__WORK TASK__. Your answer must consist of the records exactly as given, with no pictures included.

SOURCE RECORDS Start Marker

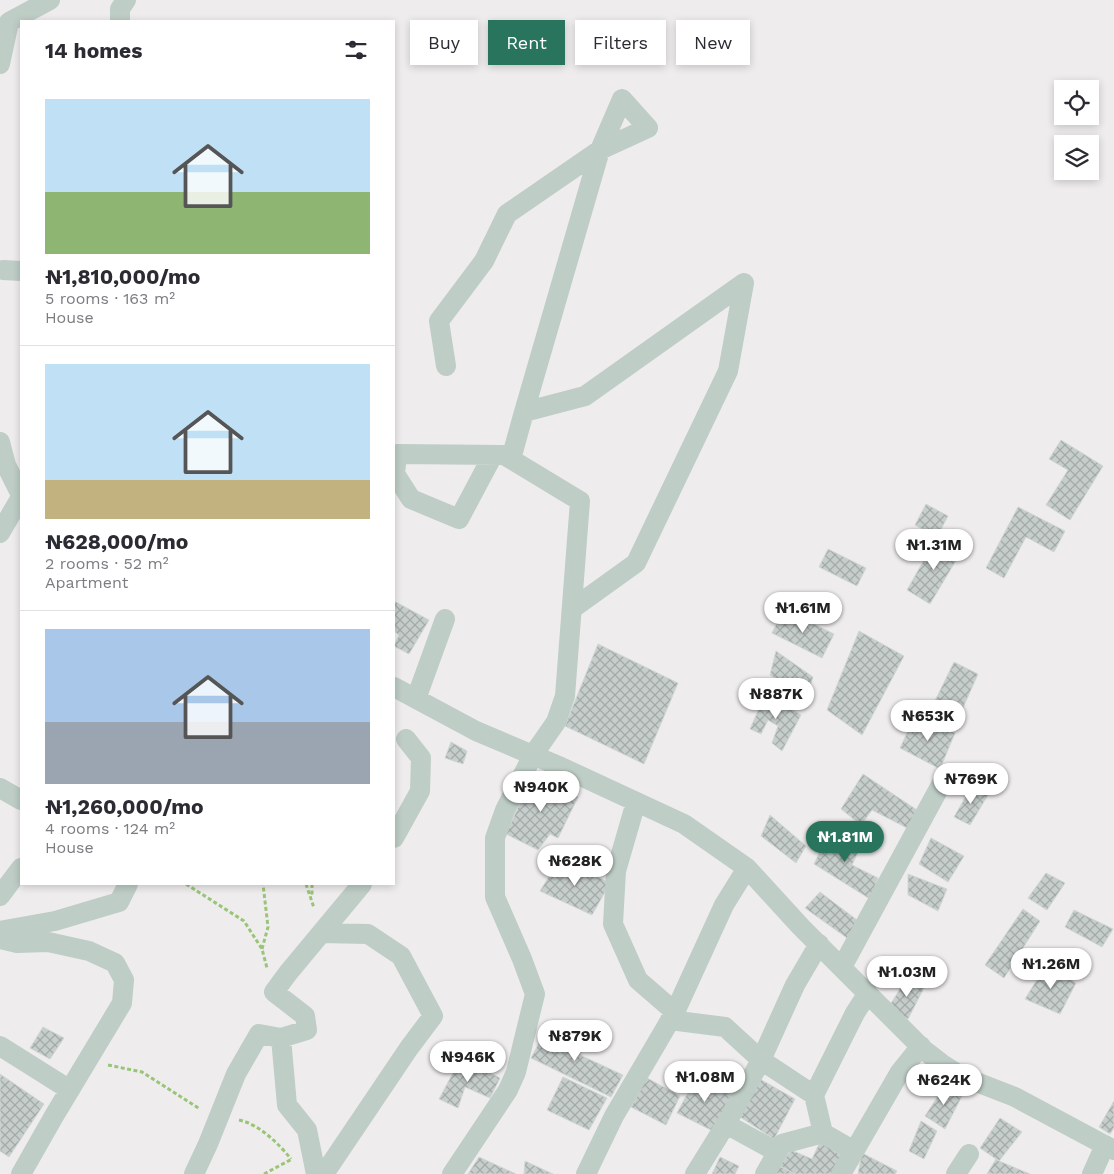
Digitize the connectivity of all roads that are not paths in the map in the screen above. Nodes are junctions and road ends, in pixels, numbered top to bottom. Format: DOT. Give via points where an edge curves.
graph roads {
  1 [pos="15,0"];
  2 [pos="50,0"];
  3 [pos="126,0"];
  4 [pos="120,20"];
  5 [pos="4,23"];
  6 [pos="0,64"];
  7 [pos="446,366"];
  8 [pos="524,412"];
  9 [pos="0,442"];
  10 [pos="502,457"];
  11 [pos="20,494"];
  12 [pos="20,497"];
  13 [pos="2,524"];
  14 [pos="572,609"];
  15 [pos="445,618"];
  16 [pos="395,688"];
  17 [pos="416,699"];
  18 [pos="406,739"];
  19 [pos="533,755"];
  20 [pos="944,781"];
  21 [pos="0,788"];
  22 [pos="20,799"];
  23 [pos="636,802"];
  24 [pos="395,836"];
  25 [pos="747,868"];
  26 [pos="20,869"];
  27 [pos="128,885"];
  28 [pos="361,885"];
  29 [pos="0,896"];
  30 [pos="0,931"];
  31 [pos="321,933"];
  32 [pos="0,939"];
  33 [pos="819,944"];
  34 [pos="842,967"];
  35 [pos="868,993"];
  36 [pos="672,1016"];
  37 [pos="280,1038"];
  38 [pos="0,1046"];
  39 [pos="921,1046"];
  40 [pos="760,1060"];
  41 [pos="70,1090"];
  42 [pos="814,1095"];
  43 [pos="726,1124"];
  44 [pos="823,1133"];
  45 [pos="1110,1148"];
  46 [pos="854,1151"];
  47 [pos="777,1152"];
  48 [pos="969,1154"];
  49 [pos="21,1174"];
  50 [pos="194,1174"];
  51 [pos="316,1174"];
  52 [pos="324,1174"];
  53 [pos="452,1174"];
  54 [pos="586,1174"];
  55 [pos="695,1174"];
  56 [pos="765,1174"];
  57 [pos="841,1174"];
  58 [pos="956,1174"];
  59 [pos="1092,1174"];
  1 -- 5 [label="street"];
  2 -- 5 [label="street"];
  3 -- 4 [label="street" via="120,9"];
  5 -- 6 [label="street"];
  7 -- 8 [label="street" via="440,321 484,261 507,214 600,150"];
  8 -- 10 [label="street"];
  8 -- 14 [label="street" via="585,396 744,283 728,371 636,564"];
  9 -- 11 [label="street" via="6,465"];
  10 -- 10 [label="street" via="397,454 395,474 411,499 459,519"];
  10 -- 14 [label="street" via="580,501"];
  12 -- 13 [label="street"];
  14 -- 19 [label="street" via="566,696 556,722"];
  15 -- 17 [label="street"];
  16 -- 17 [label="street"];
  17 -- 19 [label="street" via="476,731"];
  18 -- 24 [label="street" via="421,758 420,791"];
  19 -- 23 [label="street"];
  19 -- 53 [label="street" via="505,810 495,838 494,897 535,994 516,1072 508,1090"];
  20 -- 34 [label="street"];
  21 -- 22 [label="street"];
  23 -- 25 [label="street" via="684,824"];
  23 -- 36 [label="street" via="616,871 613,924 638,980"];
  25 -- 33 [label="street"];
  25 -- 36 [label="street" via="724,905"];
  26 -- 29 [label="street"];
  27 -- 30 [label="street" via="119,902 55,921"];
  28 -- 31 [label="street"];
  31 -- 37 [label="street" via="274,992 305,1016 307,1030"];
  31 -- 52 [label="street" via="368,934 402,956 433,1016"];
  32 -- 41 [label="street" via="17,943 48,942 89,951 115,964 124,980 122,1003"];
  33 -- 34 [label="street"];
  33 -- 40 [label="street" via="795,985"];
  34 -- 35 [label="street"];
  35 -- 39 [label="street"];
  35 -- 42 [label="street"];
  36 -- 40 [label="street" via="725,1028"];
  36 -- 54 [label="street" via="614,1116"];
  37 -- 50 [label="street" via="259,1034 236,1074"];
  37 -- 51 [label="street" via="287,1105 307,1130"];
  38 -- 41 [label="street"];
  39 -- 45 [label="street" via="961,1076 1015,1097"];
  39 -- 46 [label="street" via="900,1072"];
  40 -- 42 [label="street"];
  40 -- 43 [label="street"];
  41 -- 49 [label="street"];
  42 -- 44 [label="street"];
  43 -- 47 [label="street"];
  43 -- 55 [label="street"];
  44 -- 46 [label="street"];
  44 -- 47 [label="street" via="782,1144"];
  45 -- 59 [label="street"];
  46 -- 57 [label="street"];
  47 -- 56 [label="street"];
  48 -- 58 [label="street"];
}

SOURCE RECORDS End Marker

__WRITTEN ANSWER__.
Digitize the connectivity of all roads that are not paths in the map in the screen above. Nodes are junctions and road ends, in pixels, numbered top to bottom. Format: DOT. Give via points where an edge curves.
graph roads {
  1 [pos="15,0"];
  2 [pos="50,0"];
  3 [pos="126,0"];
  4 [pos="120,20"];
  5 [pos="4,23"];
  6 [pos="0,64"];
  7 [pos="446,366"];
  8 [pos="524,412"];
  9 [pos="0,442"];
  10 [pos="502,457"];
  11 [pos="20,494"];
  12 [pos="20,497"];
  13 [pos="2,524"];
  14 [pos="572,609"];
  15 [pos="445,618"];
  16 [pos="395,688"];
  17 [pos="416,699"];
  18 [pos="406,739"];
  19 [pos="533,755"];
  20 [pos="944,781"];
  21 [pos="0,788"];
  22 [pos="20,799"];
  23 [pos="636,802"];
  24 [pos="395,836"];
  25 [pos="747,868"];
  26 [pos="20,869"];
  27 [pos="128,885"];
  28 [pos="361,885"];
  29 [pos="0,896"];
  30 [pos="0,931"];
  31 [pos="321,933"];
  32 [pos="0,939"];
  33 [pos="819,944"];
  34 [pos="842,967"];
  35 [pos="868,993"];
  36 [pos="672,1016"];
  37 [pos="280,1038"];
  38 [pos="0,1046"];
  39 [pos="921,1046"];
  40 [pos="760,1060"];
  41 [pos="70,1090"];
  42 [pos="814,1095"];
  43 [pos="726,1124"];
  44 [pos="823,1133"];
  45 [pos="1110,1148"];
  46 [pos="854,1151"];
  47 [pos="777,1152"];
  48 [pos="969,1154"];
  49 [pos="21,1174"];
  50 [pos="194,1174"];
  51 [pos="316,1174"];
  52 [pos="324,1174"];
  53 [pos="452,1174"];
  54 [pos="586,1174"];
  55 [pos="695,1174"];
  56 [pos="765,1174"];
  57 [pos="841,1174"];
  58 [pos="956,1174"];
  59 [pos="1092,1174"];
  1 -- 5 [label="street"];
  2 -- 5 [label="street"];
  3 -- 4 [label="street" via="120,9"];
  5 -- 6 [label="street"];
  7 -- 8 [label="street" via="440,321 484,261 507,214 600,150"];
  8 -- 10 [label="street"];
  8 -- 14 [label="street" via="585,396 744,283 728,371 636,564"];
  9 -- 11 [label="street" via="6,465"];
  10 -- 10 [label="street" via="397,454 395,474 411,499 459,519"];
  10 -- 14 [label="street" via="580,501"];
  12 -- 13 [label="street"];
  14 -- 19 [label="street" via="566,696 556,722"];
  15 -- 17 [label="street"];
  16 -- 17 [label="street"];
  17 -- 19 [label="street" via="476,731"];
  18 -- 24 [label="street" via="421,758 420,791"];
  19 -- 23 [label="street"];
  19 -- 53 [label="street" via="505,810 495,838 494,897 535,994 516,1072 508,1090"];
  20 -- 34 [label="street"];
  21 -- 22 [label="street"];
  23 -- 25 [label="street" via="684,824"];
  23 -- 36 [label="street" via="616,871 613,924 638,980"];
  25 -- 33 [label="street"];
  25 -- 36 [label="street" via="724,905"];
  26 -- 29 [label="street"];
  27 -- 30 [label="street" via="119,902 55,921"];
  28 -- 31 [label="street"];
  31 -- 37 [label="street" via="274,992 305,1016 307,1030"];
  31 -- 52 [label="street" via="368,934 402,956 433,1016"];
  32 -- 41 [label="street" via="17,943 48,942 89,951 115,964 124,980 122,1003"];
  33 -- 34 [label="street"];
  33 -- 40 [label="street" via="795,985"];
  34 -- 35 [label="street"];
  35 -- 39 [label="street"];
  35 -- 42 [label="street"];
  36 -- 40 [label="street" via="725,1028"];
  36 -- 54 [label="street" via="614,1116"];
  37 -- 50 [label="street" via="259,1034 236,1074"];
  37 -- 51 [label="street" via="287,1105 307,1130"];
  38 -- 41 [label="street"];
  39 -- 45 [label="street" via="961,1076 1015,1097"];
  39 -- 46 [label="street" via="900,1072"];
  40 -- 42 [label="street"];
  40 -- 43 [label="street"];
  41 -- 49 [label="street"];
  42 -- 44 [label="street"];
  43 -- 47 [label="street"];
  43 -- 55 [label="street"];
  44 -- 46 [label="street"];
  44 -- 47 [label="street" via="782,1144"];
  45 -- 59 [label="street"];
  46 -- 57 [label="street"];
  47 -- 56 [label="street"];
  48 -- 58 [label="street"];
}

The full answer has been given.